Mon meilleur ami
Mon meilleur ami a pissé sur la porte de mon
appartement. J’habite dans un appartement loué, au quatrième étage, sans
ascenseur. Ce sont plutôt les chiens qui font ce genre de choses, pour marquer
leur territoire, pour faire fuir les autres mâles. Mais lui, ce n’est pas un
chien, c’est mon meilleur ami. En plus, ce n’était pas son territoire mais
plutôt la porte de ma maison.
Quelques instants plus tôt, mon meilleur ami
attendait le bus dans la rue. Sa vessie était sur le point d’exploser. Il a
essayé de toutes ses forces de lutter contre elle, de penser au bus qui allait
arriver, mais cela faisait vingt minutes qu’il attendait. Alors il s’est
souvenu que son meilleur ami, moi, habitait dans le coin, 1425, avenue Callao,
quatrième étage, sans ascenseur, dans un appartement loué. Il quitta l’arrêt et
commença à marcher. Puis il accéléra le pas pour finir en courant. Chaque mètre
pesait lourdement sur sa vessie. L’idée de pisser sur un mur, un arbre ou
une bonbonne de gaz lui traversa la tête. Mais il ne manquait plus que cent
mètres pour arriver chez moi et il s’est dit que de faire une chose pareille serait
un manque de respect. On peut dire beaucoup de choses sur mon meilleur ami,
mais ce n’est pas un malpoli. Il prit une bouffé d’air frais et parcourut la distance
qui le séparait de mon immeuble. Il monta les quatre étages. Chaque marche
l’obligeait à contracter ses muscles pour retenir le fluide qui criait pour sa
libération.
Quand enfin il se tint devant la porte de mon
appart, il frappa. Ensuite il sonna aussi. Et frappa la porte de nouveau. Avec
beaucoup de force. Mais il n’y avait personne.
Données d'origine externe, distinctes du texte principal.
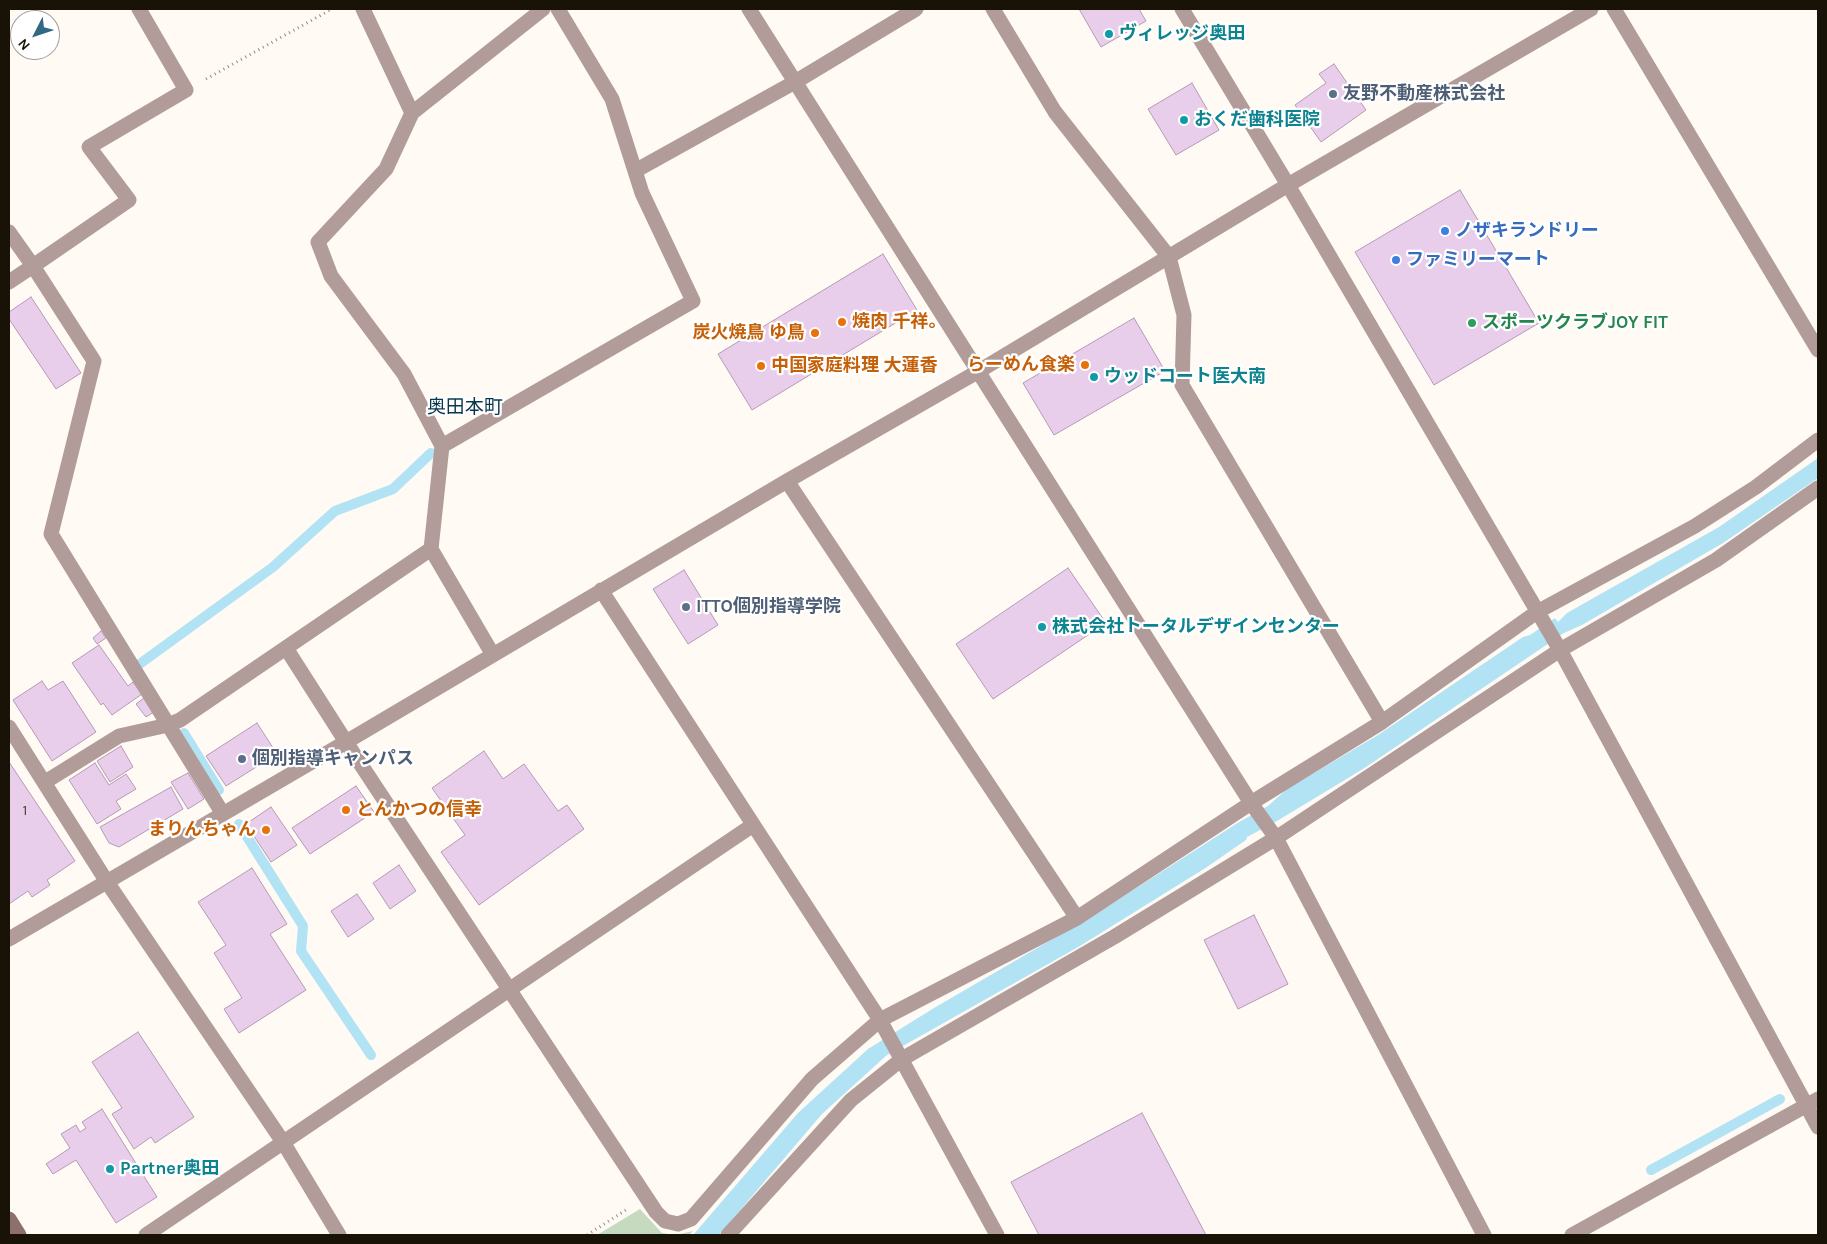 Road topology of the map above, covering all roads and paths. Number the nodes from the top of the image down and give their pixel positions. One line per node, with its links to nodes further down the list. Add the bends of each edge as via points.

A ce moment précis, quand il
avait besoin de son meilleur ami, j’étais dans un bar. Assis au comptoir je
draguais toutes les femmes présentes, essayant de les convaincre de venir chez
moi. Pendant ce temps là, mon ami, qui m’avait aveuglément fait confiance, se
tenait désespérément face à ma porte. Il n’a pas pu se retenir le temps de
redescendre les quatre étages. Tout ce qu’il a pu faire fut de me laisser un
petit bout de papier sur lequel il écrivit « pardon ».
La fille qui a accepté venir chez moi l’a regretté
quand elle a vu la flaque devant ma porte. « D’abord, » elle a dit,
« c’est dégoûtant. Je n’ai aucune intention de marcher dessus. Ensuite,
même si tu le nettoyais, l’odeur a dû déjà envahir l’appartement. Et en dernier
lieu, » elle ajouta en faisant une étrange grimace avec ses lèvres,
« si ton meilleur pote pisse sur la porte de ton appart, cela veut dire
quelque chose. » Après un court silence elle ajouta sentencieusement :
« quelque chose sur toi ». Puis elle se retira. C’était elle qui me l’avait
dit : les chiens marquent ainsi leur territoire.
Elle a fait une pause avant le mot « chien » en me regardant
droit dans les yeux. J’ai apporté un torchon et un sceau avec de l’eau et
pendant que je nettoyais, j’ai chanté une chanson, content d’avoir quand même
rendu service à mon meilleur copain.